Votre mère a eu de la chance... Autre anecdote: arrivant en France depuis la Belgique avec ma famille, en 2000, je fais les démarches pour monter une petite sarl et obtenir ma carte de séjour (encore obligatoire à l'époque). Problème: pour monter mon commerce, donc avoir un travail, je dois avoir une carte de séjour, et pour avoir une carte de séjour je dois avoir un travail....situation absurde typique de la chose bureaucratique, qui aurait pu perdurer si je n'avais eu en face de moi à la Préfecture une dame capable de réflexion et qui m'a trouvé une solution (carte de séjour temporaire, le temps de monter mon affaire).
Vivant en Belgique, j'ai périodiquement affaire aux administrations belges dont, sauf exceptions rares, la désorganisation et l'incompétence légendaires sont avérées et sans doute aggravées par l'inadaptation des règlements.

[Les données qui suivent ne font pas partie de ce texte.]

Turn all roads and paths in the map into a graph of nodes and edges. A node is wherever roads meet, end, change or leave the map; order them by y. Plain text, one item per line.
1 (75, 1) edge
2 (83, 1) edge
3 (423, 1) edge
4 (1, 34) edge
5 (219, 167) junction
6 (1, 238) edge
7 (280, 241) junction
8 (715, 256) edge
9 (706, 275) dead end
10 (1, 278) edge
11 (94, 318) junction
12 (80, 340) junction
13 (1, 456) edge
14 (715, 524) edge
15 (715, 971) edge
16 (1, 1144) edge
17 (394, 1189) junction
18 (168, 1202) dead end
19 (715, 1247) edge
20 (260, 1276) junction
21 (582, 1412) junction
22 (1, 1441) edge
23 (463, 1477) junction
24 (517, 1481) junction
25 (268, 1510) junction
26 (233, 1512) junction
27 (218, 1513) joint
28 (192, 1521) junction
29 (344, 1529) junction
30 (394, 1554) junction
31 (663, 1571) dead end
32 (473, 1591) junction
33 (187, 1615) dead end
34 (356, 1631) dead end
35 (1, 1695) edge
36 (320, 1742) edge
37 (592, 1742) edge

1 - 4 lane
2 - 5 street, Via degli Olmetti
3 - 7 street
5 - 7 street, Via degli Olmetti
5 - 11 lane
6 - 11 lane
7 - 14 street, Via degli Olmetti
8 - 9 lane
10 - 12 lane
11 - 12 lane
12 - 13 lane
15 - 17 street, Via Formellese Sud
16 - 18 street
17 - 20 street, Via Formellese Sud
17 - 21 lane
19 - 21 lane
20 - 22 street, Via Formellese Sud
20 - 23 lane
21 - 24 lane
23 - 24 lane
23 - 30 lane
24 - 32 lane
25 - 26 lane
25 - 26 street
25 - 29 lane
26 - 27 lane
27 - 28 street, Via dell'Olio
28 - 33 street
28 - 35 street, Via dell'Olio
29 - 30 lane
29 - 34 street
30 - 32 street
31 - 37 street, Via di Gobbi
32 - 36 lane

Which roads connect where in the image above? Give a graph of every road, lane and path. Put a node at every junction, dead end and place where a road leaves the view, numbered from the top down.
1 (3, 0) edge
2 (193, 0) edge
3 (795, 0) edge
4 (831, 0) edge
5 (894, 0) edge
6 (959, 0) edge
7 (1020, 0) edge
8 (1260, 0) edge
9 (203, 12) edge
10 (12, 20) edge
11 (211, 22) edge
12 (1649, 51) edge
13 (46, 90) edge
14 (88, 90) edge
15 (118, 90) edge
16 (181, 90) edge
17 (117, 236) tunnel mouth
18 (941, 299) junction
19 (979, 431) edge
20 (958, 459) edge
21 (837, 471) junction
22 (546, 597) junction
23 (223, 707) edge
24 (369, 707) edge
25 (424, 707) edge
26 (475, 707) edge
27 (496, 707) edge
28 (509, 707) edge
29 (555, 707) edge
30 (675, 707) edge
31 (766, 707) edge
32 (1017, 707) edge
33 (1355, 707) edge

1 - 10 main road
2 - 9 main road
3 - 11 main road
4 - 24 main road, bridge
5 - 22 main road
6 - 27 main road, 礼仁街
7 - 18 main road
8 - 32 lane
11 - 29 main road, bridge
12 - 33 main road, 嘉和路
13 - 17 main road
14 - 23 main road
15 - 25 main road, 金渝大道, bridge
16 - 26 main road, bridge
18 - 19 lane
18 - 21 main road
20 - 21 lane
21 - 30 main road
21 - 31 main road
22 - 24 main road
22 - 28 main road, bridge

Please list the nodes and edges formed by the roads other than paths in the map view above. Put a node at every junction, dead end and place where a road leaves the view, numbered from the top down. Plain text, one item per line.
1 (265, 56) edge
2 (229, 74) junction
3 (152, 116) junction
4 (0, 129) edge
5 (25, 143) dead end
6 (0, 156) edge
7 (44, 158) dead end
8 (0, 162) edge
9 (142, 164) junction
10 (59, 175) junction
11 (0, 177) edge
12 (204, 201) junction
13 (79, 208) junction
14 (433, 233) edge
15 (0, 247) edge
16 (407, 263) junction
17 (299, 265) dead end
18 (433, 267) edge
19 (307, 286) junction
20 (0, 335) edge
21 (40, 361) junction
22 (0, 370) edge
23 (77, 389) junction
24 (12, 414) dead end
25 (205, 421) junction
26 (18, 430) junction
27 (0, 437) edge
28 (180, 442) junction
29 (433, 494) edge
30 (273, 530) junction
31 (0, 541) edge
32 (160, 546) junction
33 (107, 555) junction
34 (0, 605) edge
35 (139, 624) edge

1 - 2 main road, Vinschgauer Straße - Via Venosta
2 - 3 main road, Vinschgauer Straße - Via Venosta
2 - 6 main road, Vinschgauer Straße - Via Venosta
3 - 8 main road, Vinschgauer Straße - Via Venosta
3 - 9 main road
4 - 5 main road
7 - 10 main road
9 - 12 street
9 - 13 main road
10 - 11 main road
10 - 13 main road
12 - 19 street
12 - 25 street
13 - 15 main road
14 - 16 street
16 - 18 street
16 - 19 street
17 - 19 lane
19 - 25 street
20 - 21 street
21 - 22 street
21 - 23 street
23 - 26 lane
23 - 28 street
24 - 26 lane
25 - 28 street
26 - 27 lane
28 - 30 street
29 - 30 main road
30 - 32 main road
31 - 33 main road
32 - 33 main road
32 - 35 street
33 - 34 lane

Mais l'impartialité m'oblige à préciser qu'en matière de nationalité la qualité de la gouvernance administrative n'est pas décisive : la complexité du droit international privé rend la situation à peu près semblable partout dans le monde, avec, paradoxalement, un léger avantage pour les Etats en friche ( au hasard le Nigeria ou le Pakistan ), où l'on réussit toujours à s'arranger avec les fonctionnaires, sur les Etats où la parfaite organisation et l'intégrité des services ne font que rendre plus ardu et ralentir le traitement des dossiers ( la Suisse, au hasard, où, de surcroît l'amabilité belge est totalement inconnue ). La situation est encore plus désespérante quand on est étranger et que, outre l'administration locale, il faut également fréquenter les services consulaires qui, généralement, c'est aussi universel, ne semblent avoir d'autre mission que de compliquer d'avantage la vie administrative de leurs ressortissants. Tout ceci rend non seulement furieusement ennemi de toute bureaucratie mais également très internationaliste. C'est ce qui fait que les expatriés, notamment Simon Leys, sont souvent de sympathiques et féconds emmerdeurs ( dans le bon sens du terme bien sûr ).